_Task objective_.
The word "above" marks the lines you need; copy each of them from the data.

_Material for this exercise_.
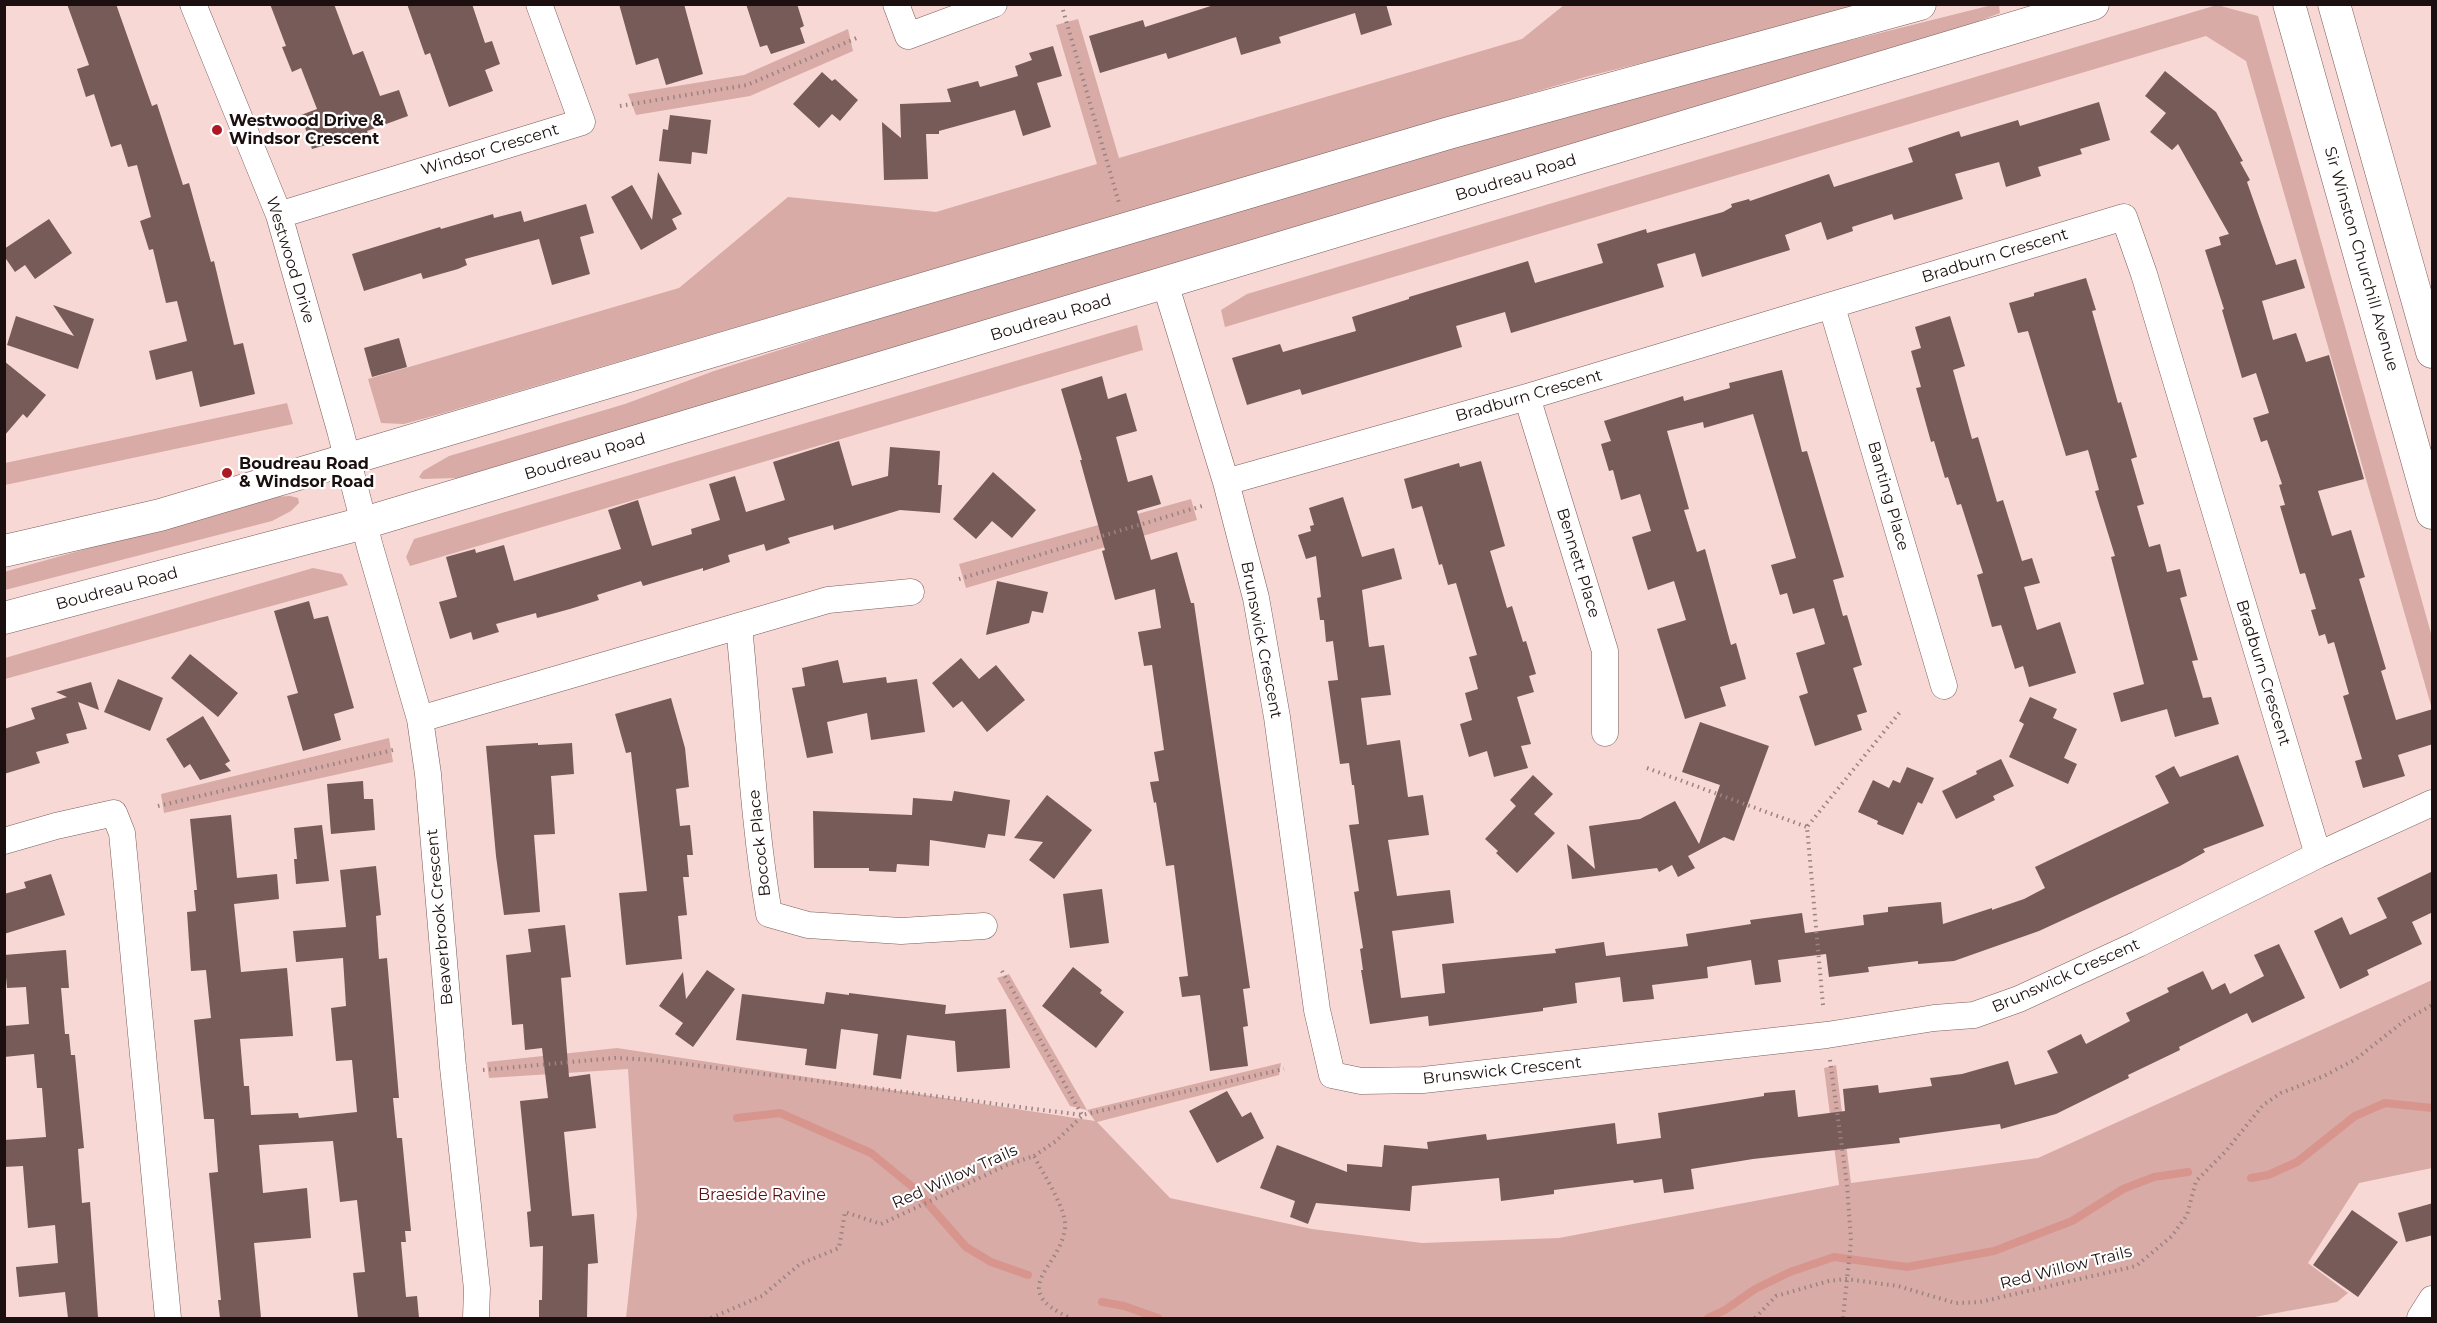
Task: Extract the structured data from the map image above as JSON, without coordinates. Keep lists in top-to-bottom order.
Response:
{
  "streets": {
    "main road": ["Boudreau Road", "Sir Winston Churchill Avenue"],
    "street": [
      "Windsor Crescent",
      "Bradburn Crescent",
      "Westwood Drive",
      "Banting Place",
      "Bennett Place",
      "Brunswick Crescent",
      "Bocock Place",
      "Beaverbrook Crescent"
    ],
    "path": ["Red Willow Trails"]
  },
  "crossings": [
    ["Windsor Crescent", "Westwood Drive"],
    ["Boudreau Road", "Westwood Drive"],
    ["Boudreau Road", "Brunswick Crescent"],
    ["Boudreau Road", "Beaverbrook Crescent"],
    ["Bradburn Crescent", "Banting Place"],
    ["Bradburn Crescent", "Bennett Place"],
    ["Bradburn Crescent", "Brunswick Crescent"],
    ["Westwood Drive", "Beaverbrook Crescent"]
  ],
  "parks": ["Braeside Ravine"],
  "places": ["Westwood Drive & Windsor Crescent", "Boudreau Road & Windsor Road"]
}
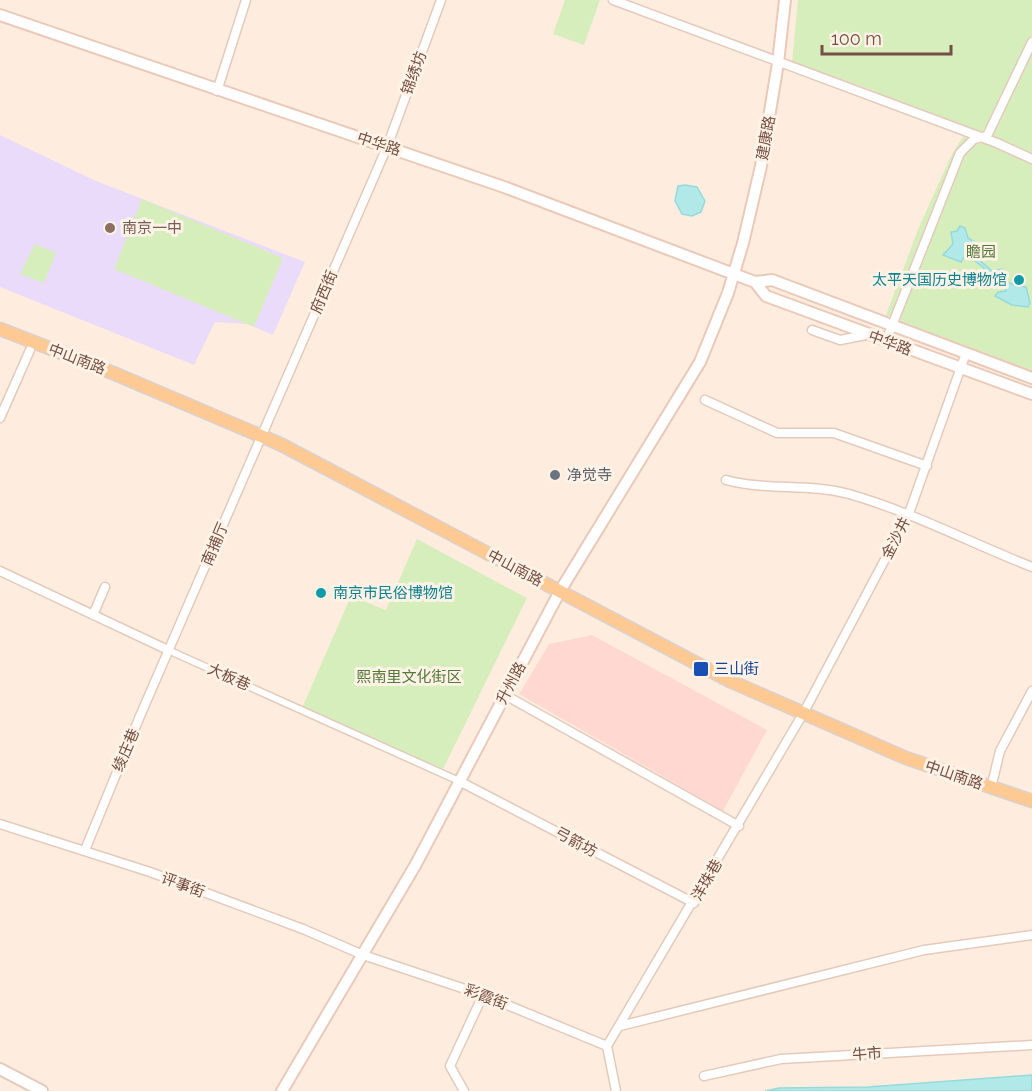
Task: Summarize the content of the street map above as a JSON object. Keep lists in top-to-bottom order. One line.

--

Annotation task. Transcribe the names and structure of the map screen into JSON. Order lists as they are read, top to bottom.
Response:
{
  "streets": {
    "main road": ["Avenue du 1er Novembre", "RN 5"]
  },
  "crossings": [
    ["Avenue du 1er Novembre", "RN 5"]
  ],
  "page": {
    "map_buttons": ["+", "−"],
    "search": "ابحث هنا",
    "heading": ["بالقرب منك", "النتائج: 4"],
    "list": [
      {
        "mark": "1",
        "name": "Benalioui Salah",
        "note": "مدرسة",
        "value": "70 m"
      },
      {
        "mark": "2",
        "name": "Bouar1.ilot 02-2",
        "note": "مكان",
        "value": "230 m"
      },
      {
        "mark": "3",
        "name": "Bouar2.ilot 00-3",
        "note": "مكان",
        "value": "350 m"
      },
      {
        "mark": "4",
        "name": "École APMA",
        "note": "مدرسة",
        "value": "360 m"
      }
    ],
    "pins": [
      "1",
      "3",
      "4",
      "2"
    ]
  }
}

_Result of this exercise_.
Task: Extract the structured data from the map image above as JSON, without coordinates. Keep lists in top-to-bottom order.
Task: Summarize the content of the street map above as a JSON object. Keep lists in top-to-bottom order. One line.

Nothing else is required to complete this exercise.